It’s that time of year again: sweatpants become the dominant fashion trend, coffee shops fill with the glare of laptops, and chocolate and candy purchases soar at local convenience stores… Finals have arrived.
To help students in the midst of paper-writing and exam prep, this little “survival guide” can help manage stress and studying in a way that fits with different learning styles.
Take a look through these 10 tips before you get out your highlighters and crack open your textbooks:
- Start eating rabbit food. Does studying give you a case of the munchies? Carry around a container of healthy, munchable snack food like baby carrots, celery sticks, raisins, or apple slices with you to your study spots. If your chocolate cravings flare up, buy a bar with a high percentage of cocoa to get your maximum amount of polyphenol antioxidants (i.e. the healthy part of chocolate)!
- Take a dancing break: It’s easy to get sucked into staring at a glowing computer screen for hours upon hours. Make sure you are taking time to decompress and incorporate exercise – even 10 minutes – into your study schedule. Exercise reduces the levels of the body’s stress hormones, and it stimulates the production of endorphins, or natural mood elevators. Hit the gym during a study break, try the seven-minute workout app, or turn on a few of your favourite songs and dance around your house. Just make time to move around.
- Rewrite your notes: As tedious as it sounds, rewriting your notes is a great way to reinforce what you’ve learned. It provides both a tactile and verbal learning experience to help embed concepts into memory – in this case key themes, facts and ideas that you will need for the exam. There are lots of creative ways to rewrite your notes as well. I used to write key course ideas on colourful post-it notes and cover my walls, bathroom mirror, door, and bedside table with them. At other times I would find a giant bristol board and start covering it in an organized mess of course notes. Find what works for you!

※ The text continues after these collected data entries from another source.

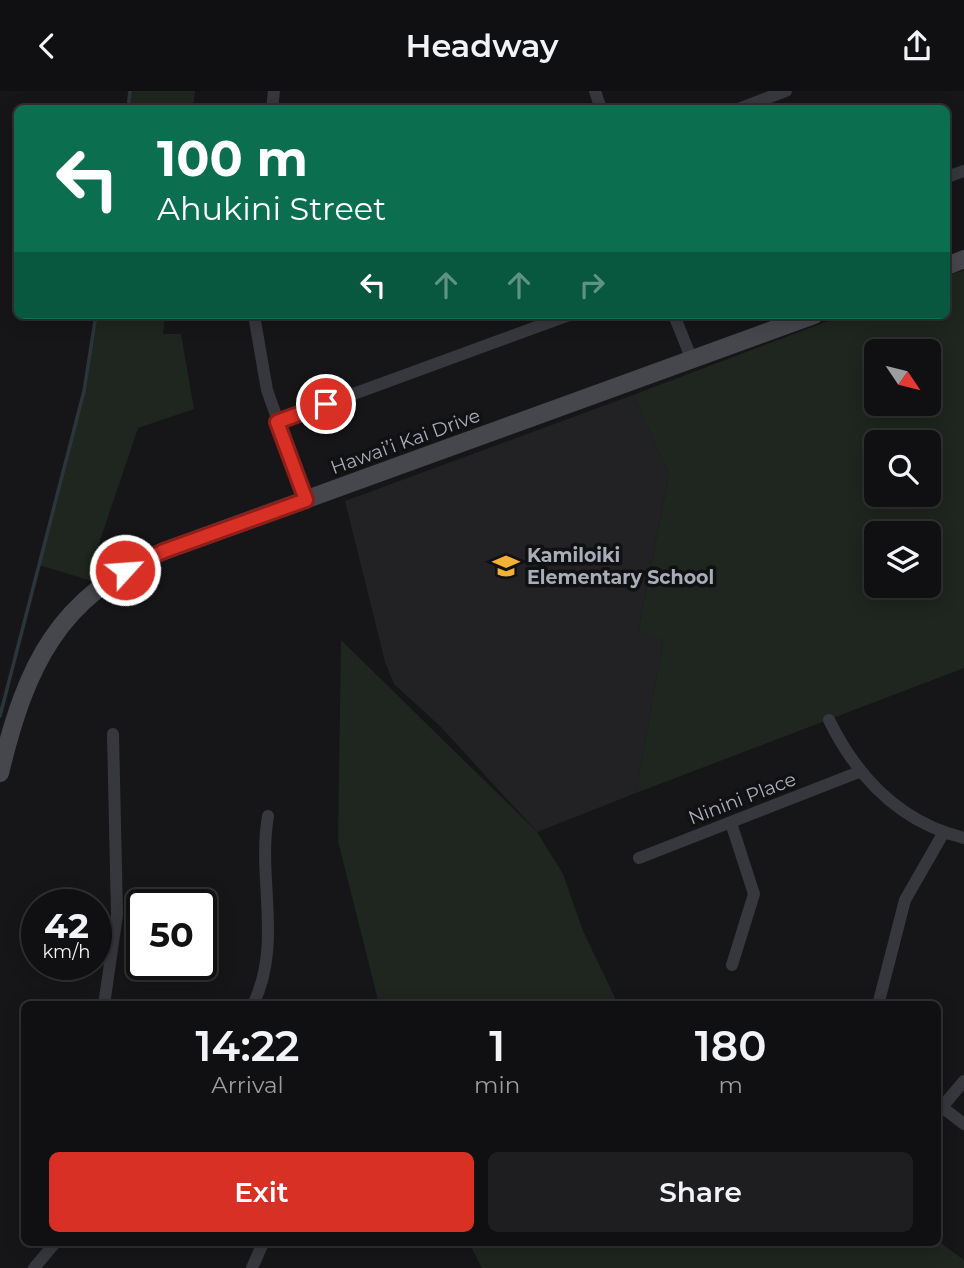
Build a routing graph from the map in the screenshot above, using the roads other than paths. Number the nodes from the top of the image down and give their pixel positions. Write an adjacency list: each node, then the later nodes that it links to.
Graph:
1 (786, 91): 2 (street)
2 (749, 105)
3 (254, 319): 8 (street)
4 (558, 319): 8 (street)
5 (676, 319): 7 (street)
6 (803, 319): 7 (main road, Hawai’i Kai Drive)
7 (692, 360): 9 (main road, Hawai’i Kai Drive)
8 (277, 422): 9 (street)
9 (306, 500): 13 (main road, Hawai’i Kai Drive)
10 (829, 720): 12 (street)
11 (113, 734): 20 (street)
12 (859, 772): 15 (street, Ninini Place); 16 (street)
13 (0, 773)
14 (268, 815): 21 (street)
15 (731, 823): 18 (street, Ninini Place); 19 (street)
16 (944, 832): 17 (street); 22 (street)
17 (964, 838)
18 (639, 858)
19 (732, 965)
20 (105, 1001)
21 (255, 1001)
22 (879, 1001)
23 (964, 1081): 24 (street)
24 (941, 1104)
25 (941, 1106): 26 (street)
26 (964, 1124)
27 (52, 1246): 29 (street)
28 (262, 1246): 30 (street)
29 (34, 1268)
30 (252, 1268)

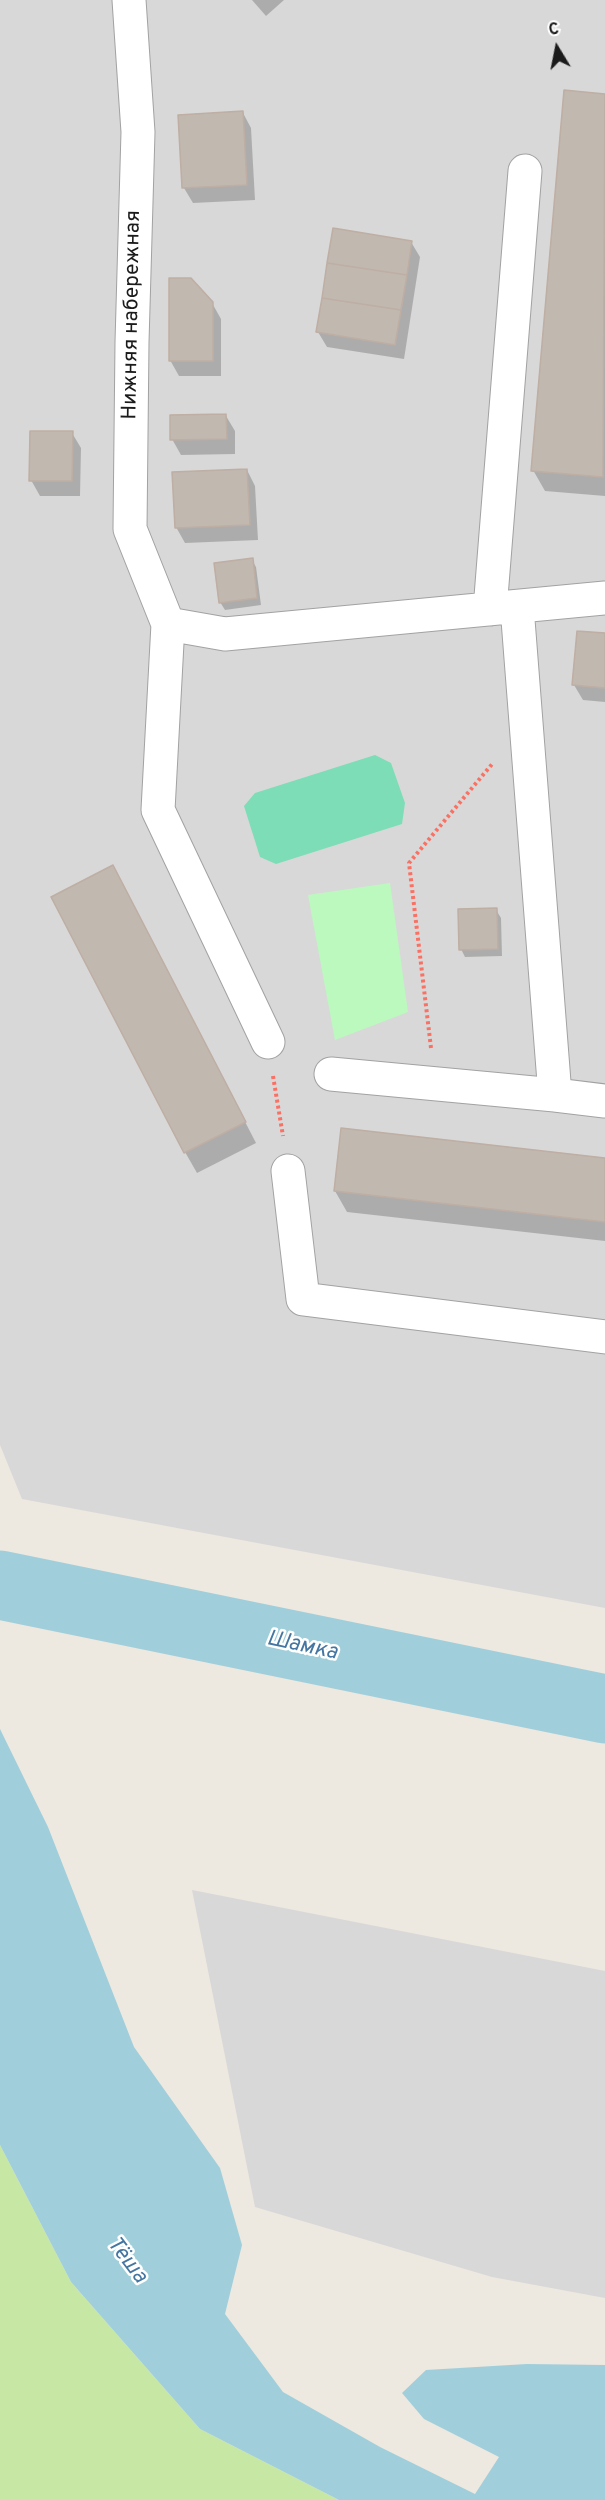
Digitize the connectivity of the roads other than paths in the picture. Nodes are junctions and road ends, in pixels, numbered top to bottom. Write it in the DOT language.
graph roads {
  1 [pos="129,0"];
  2 [pos="525,171"];
  3 [pos="605,598"];
  4 [pos="504,608"];
  5 [pos="168,624"];
  6 [pos="268,1042"];
  7 [pos="331,1074"];
  8 [pos="555,1095"];
  9 [pos="605,1101"];
  10 [pos="288,1171"];
  11 [pos="605,1337"];
  1 -- 5 [label="street, Нижняя набережная"];
  2 -- 4 [label="street"];
  3 -- 4 [label="street"];
  4 -- 5 [label="street"];
  4 -- 8 [label="street"];
  5 -- 6 [label="street"];
  7 -- 8 [label="street"];
  8 -- 9 [label="street"];
  10 -- 11 [label="street"];
}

- Find a study buddy: Reviewing material with a friend or study group is a great way to ensure you didn’t miss any of the course materials or concepts discussed in a lecture. Organize a study group and assign a set of questions and themes to review ahead of time. Go through key themes, concepts, and ideas within the course, and discuss together what questions might pop up on the exam based on the themes.
- Get into the zone: When I was in university, exam time was ironically also the time my living space was the cleanest. Dishes that had piled in the sink got done, my room was immaculate and the bathroom maintained a strong lemony-fresh scent. Messes around my house were my “procrastination trigger,” igniting a strong, never-before-seen urge to clean ALL THE THINGS! My best “study zone” was at a coffee shop, where I was free from cleaning distractions. Many university libraries offer extended hours for study space during exam time. Whether it’s at a library, coffee shop, at home or somewhere else, find a space where you’re free from “procrastination triggers” and can get into your own study zone.
- Turn off your phone: I know – we’re all a bit addicted. My phone alerts me when I have a Facebook message, tweet, email, text, Instagram like, Voxer… the list goes on. All of these distractions are a million times more exciting when they become my alternative to studying Medieval History. Try to turn off your phone for small chunks of time that you’ve devoted specifically to preparing for your finals. Set a goal of studying for one hour or writing three pages of an essay, then turn on your phone as a reward at the end. You’ll be more productive in between, and keep your thought process focused on the task at hand.
- Channel your inner Beyoncé: How many of us remember singing songs in elementary school to learn our ABCs? Or went to piano lessons, and learned that “Every Good Boy Deserves Fudge” (the lines in the Treble clef of piano sheet music)? Mnemonic devices like songs, rhymes, or acronyms are great ways to remember key points, phrases, etc., made during lectures. So channel your inner Beyoncé and make some songs and mnemonic devices to remember your notes.
- Have a games night: Albert Einstein is quoted as saying that “play is the highest form of research.” So let’s make studying fun! Organize a trivia party with a few of your classmates, create your own Jeopardy challenge, or make your own Taboo keywords related to themes in your study notes.
- Become an artist: There are tons of ways to visualize your study notes, and this is a particularly effective study technique for visual learners! Have a class on Canadian history from the 18th-century to present? Make a giant timeline on bristol board with emoticon-like visuals to represent major events. Have an English exam comparing metafiction in postmodern and Shakespearean texts? Pull out a nifty Venn diagram and get those creative juices flowing. Draw out diagrams for your biology class or draw doodles next to key themes in your study notes, whatever helps your brain retain the information in a picture format.
- Treat Yo’Self: Make sure you take time out of your studying to go on a break and relax. Studies suggest that breaks actually improve the retention of your material and enhance your focus during the time spent studying. Try listening to music, going for a walk, or grabbing coffee with a friend. Many universities also host stress-relief days during exams, where you can attend yoga classes, get a massage or have adorable puppies smother you with kisses and snuggles in a puppy room! Take a break and treat yo’self.
Best wishes for a successful exam season, students!